Genetic architecture of male courtship behavior differences in the parasitoid wasp genus Nasonia (Hymenoptera; Pteromalidae)

Abstract

AbstractVery little is known about the genetic basis of behavioral variation in courtship behavior, which can contribute to speciation by prezygotic isolation of closely related species. Here, we analyze the genetic basis and architecture of species differences in the male courtship behavior of two closely related parasitoid wasps Nasonia vitripennis and N. longicornis. Both species occur microsympatrically in parts of their ranges and have been found in the same host pupae.
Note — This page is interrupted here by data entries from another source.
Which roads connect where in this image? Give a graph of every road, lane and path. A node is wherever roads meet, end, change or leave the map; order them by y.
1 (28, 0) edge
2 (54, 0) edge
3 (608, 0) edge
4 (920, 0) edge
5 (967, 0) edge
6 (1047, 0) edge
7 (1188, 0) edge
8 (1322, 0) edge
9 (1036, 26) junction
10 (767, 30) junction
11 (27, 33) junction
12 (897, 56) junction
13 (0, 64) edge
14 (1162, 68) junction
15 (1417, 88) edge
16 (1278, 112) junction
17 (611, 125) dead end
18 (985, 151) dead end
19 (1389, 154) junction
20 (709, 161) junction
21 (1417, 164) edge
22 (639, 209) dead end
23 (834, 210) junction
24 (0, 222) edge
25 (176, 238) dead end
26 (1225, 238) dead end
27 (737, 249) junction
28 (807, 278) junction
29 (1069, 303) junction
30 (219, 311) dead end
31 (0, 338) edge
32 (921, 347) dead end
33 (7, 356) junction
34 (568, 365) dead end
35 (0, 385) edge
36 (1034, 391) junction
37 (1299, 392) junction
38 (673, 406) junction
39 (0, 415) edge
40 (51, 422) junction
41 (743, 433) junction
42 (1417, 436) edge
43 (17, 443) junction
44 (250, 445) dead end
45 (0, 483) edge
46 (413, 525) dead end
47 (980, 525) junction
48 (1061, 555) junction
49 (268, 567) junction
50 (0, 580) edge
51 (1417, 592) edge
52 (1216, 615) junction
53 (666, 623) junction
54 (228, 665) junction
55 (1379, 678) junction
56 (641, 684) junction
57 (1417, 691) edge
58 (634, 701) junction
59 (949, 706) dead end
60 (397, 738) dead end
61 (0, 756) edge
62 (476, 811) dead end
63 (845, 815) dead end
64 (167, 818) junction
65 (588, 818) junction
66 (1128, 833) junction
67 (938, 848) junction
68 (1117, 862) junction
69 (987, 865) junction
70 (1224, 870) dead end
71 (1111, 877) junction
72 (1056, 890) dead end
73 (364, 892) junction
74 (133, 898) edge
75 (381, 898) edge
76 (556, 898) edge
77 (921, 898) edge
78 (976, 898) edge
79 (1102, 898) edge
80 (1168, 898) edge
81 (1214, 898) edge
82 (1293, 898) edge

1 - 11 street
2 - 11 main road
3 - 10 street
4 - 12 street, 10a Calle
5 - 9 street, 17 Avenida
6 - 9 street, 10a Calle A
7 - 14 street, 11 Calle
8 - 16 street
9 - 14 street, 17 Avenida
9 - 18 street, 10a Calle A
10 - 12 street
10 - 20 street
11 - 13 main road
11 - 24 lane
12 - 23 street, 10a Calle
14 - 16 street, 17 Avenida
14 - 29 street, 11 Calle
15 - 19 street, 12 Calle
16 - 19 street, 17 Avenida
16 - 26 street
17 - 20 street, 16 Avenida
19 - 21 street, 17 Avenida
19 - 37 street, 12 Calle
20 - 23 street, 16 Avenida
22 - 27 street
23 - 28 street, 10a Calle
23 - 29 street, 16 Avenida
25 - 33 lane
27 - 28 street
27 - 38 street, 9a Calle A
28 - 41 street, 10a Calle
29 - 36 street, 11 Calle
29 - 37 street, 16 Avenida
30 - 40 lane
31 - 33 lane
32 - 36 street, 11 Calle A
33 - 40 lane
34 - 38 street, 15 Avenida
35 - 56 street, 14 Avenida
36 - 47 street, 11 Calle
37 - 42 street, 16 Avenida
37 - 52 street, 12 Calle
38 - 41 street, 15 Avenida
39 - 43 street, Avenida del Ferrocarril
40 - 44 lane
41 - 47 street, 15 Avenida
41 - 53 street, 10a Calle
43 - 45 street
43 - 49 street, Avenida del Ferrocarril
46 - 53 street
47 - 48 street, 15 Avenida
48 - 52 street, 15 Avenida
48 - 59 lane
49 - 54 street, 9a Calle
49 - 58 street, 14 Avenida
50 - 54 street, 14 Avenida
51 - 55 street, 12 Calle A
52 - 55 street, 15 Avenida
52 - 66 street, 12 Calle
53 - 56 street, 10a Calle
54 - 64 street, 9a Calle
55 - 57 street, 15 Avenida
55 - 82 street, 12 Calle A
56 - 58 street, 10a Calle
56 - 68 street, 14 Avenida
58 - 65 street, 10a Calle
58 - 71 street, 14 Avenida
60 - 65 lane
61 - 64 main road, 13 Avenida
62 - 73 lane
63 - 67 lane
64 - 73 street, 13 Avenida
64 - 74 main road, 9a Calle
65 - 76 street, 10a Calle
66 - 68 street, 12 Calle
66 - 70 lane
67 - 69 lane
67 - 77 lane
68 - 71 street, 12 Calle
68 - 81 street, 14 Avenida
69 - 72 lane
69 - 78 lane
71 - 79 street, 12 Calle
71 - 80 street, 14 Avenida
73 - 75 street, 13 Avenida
Despite strong postzygotic isolation mechanisms between these two Nasonia species, viable hybrid females can be produced in the laboratory if both species are cured of their Wolbachia endosymbionts. We used haploid F2 hybrid males derived from virgin F1 hybrid females of two independent mapping populations to study the genetic architecture of five quantitative and two qualitative components of their courtship behavior. A total of 14 independent Quantitative Trait Loci (QTL) were found in the first mapping population (320 males), which explained 4-25% of the observed phenotypic variance. Ten of these QTL were confirmed by a second independent mapping population (112 males) and no additional ones were found. A genome-wide scan for two-loci interactions revealed many unique but mostly additive interactions explaining an additional proportion of the observed phenotypic variance. Courtship QTL were found on all five chromosomes and four loci were associated with more than one QTL, indicating either possible pleiotropic effects of individual QTL or individual loci contributing to multiple courtship components. Our results indicate that these two evolutionary young species have rapidly evolved multiple significant phenotypic differences in their courtship behavior that have a polygenic and highly interactive genetic architecture. Based on the location of the QTL and the published Nasonia genome sequence we were able to identify a series of candidate genes for further study.